TV2 Bornholm is a regional TV station, part of the TV 2 network, which delivers news and current affairs programmes to Bornholm, the easternmost island of Denmark. The station is headquartered in Aakirkeby and has an estimated audience of 75,000 viewers.

==History==
The station started broadcasting on 1 September 1990. An independent 24-hour channel started broadcasting on 11 January 2012, in line with the establishment of full-time channels on all of TV 2's regional stations. Its director was Jan Jørgensenbetween 1996 and 2024. He was replaced on his post by Camilla Kjems in September 2024.

In May 2025, its name changed from TV 2/Bornholm to TV2 Bornholm.
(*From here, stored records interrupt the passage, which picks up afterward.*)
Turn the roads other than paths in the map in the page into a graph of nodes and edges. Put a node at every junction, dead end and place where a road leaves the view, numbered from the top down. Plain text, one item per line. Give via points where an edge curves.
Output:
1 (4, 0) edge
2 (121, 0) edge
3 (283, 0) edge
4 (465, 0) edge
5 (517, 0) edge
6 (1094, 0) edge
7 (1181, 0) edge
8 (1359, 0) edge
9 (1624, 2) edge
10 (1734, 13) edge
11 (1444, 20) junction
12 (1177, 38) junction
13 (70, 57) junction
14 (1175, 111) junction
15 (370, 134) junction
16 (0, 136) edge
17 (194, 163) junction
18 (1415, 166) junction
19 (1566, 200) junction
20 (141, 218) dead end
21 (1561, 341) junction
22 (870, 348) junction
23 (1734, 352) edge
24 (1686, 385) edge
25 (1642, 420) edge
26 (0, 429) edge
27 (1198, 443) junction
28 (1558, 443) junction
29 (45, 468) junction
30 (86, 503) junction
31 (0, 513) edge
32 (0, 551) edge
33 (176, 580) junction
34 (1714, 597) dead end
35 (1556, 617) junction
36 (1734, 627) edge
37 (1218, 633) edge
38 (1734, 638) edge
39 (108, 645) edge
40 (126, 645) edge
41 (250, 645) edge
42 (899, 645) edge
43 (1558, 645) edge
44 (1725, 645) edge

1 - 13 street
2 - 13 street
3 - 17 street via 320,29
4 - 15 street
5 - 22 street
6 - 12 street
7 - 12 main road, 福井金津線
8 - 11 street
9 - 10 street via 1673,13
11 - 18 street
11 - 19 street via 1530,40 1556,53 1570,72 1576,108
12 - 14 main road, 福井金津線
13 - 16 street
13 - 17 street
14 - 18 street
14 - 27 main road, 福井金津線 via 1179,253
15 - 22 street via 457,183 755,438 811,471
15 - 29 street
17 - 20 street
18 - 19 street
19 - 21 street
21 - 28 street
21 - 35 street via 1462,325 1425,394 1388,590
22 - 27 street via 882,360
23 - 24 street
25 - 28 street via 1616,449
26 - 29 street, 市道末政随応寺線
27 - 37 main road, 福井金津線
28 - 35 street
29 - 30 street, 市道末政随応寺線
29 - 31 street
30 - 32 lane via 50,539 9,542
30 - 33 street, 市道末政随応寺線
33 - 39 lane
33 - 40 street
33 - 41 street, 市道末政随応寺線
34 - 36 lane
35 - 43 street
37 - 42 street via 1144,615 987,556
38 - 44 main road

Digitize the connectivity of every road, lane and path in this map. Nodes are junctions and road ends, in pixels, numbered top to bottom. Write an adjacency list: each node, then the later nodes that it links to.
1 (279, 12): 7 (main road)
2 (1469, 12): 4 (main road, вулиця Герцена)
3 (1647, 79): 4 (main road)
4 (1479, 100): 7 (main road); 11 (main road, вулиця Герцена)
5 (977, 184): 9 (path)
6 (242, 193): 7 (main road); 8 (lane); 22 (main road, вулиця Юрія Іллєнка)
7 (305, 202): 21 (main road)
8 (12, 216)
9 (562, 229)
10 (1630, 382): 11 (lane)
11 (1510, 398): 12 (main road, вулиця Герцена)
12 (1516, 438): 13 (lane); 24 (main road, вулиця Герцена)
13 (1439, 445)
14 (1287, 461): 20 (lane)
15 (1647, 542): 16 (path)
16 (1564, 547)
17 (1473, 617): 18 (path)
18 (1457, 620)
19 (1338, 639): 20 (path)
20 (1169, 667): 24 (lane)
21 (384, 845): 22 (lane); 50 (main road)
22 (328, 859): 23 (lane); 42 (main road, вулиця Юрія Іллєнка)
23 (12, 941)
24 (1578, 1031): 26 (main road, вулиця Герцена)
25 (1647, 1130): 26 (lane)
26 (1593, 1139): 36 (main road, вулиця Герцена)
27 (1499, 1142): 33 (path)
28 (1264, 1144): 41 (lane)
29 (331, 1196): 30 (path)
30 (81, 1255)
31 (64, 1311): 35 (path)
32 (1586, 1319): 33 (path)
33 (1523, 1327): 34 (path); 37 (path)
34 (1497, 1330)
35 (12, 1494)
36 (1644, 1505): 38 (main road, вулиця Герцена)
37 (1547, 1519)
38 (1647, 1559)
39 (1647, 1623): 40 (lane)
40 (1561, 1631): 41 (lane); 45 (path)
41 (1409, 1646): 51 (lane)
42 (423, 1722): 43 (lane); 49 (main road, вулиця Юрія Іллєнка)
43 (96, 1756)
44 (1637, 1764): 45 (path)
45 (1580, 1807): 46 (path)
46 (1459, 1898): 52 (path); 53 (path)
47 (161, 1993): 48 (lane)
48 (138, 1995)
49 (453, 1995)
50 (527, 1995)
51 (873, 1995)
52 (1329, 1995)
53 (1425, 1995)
TV2 Bornholm produces the annual trolling competition Trolling Master Bornholm, which received criticism in its 2022 edition for disqualifying a father-son team, as the son was underage (age 11) and violated age regulations. Other events held by the station include Etape Bornholm and "Sol over Gudhjem".

==Ratings==
Despite the decline in its ratings, TV2 Bornholm seems to have strong support among Bornholm's viewers - probably even larger than the other TV 2 regions. However, unlike the other stations, TV2 Bornholm cannot measure its ratings using Nielsens's measurements, considering that few Nielsen households exist in Bornholm for a more precise measurement. Jysk Analyse, instead, makes eleven user researches per year to evaluate the audience. The numbers are comparable every year, because the method is the same, but cannot be compared with the numbers given from audience measurements.

TV2 Bornholm's 7:30pm news bulletin (simulcast locally with TV 2's frequency) has, according yo Jysk Analyse figures from 2020, a share of just under 80%, while in 2024, it was of just over 60%. This means that nearly 60% of viewers in Bornholm are contacted for at least one second to watch the bulletin.

== Culture award ==
In 2010, TV2 Bornholm made a culture award for the first time. After an initial text message vote, Wonderfestiwall won it. The festival had previously bagged an award from the municipality's culture award.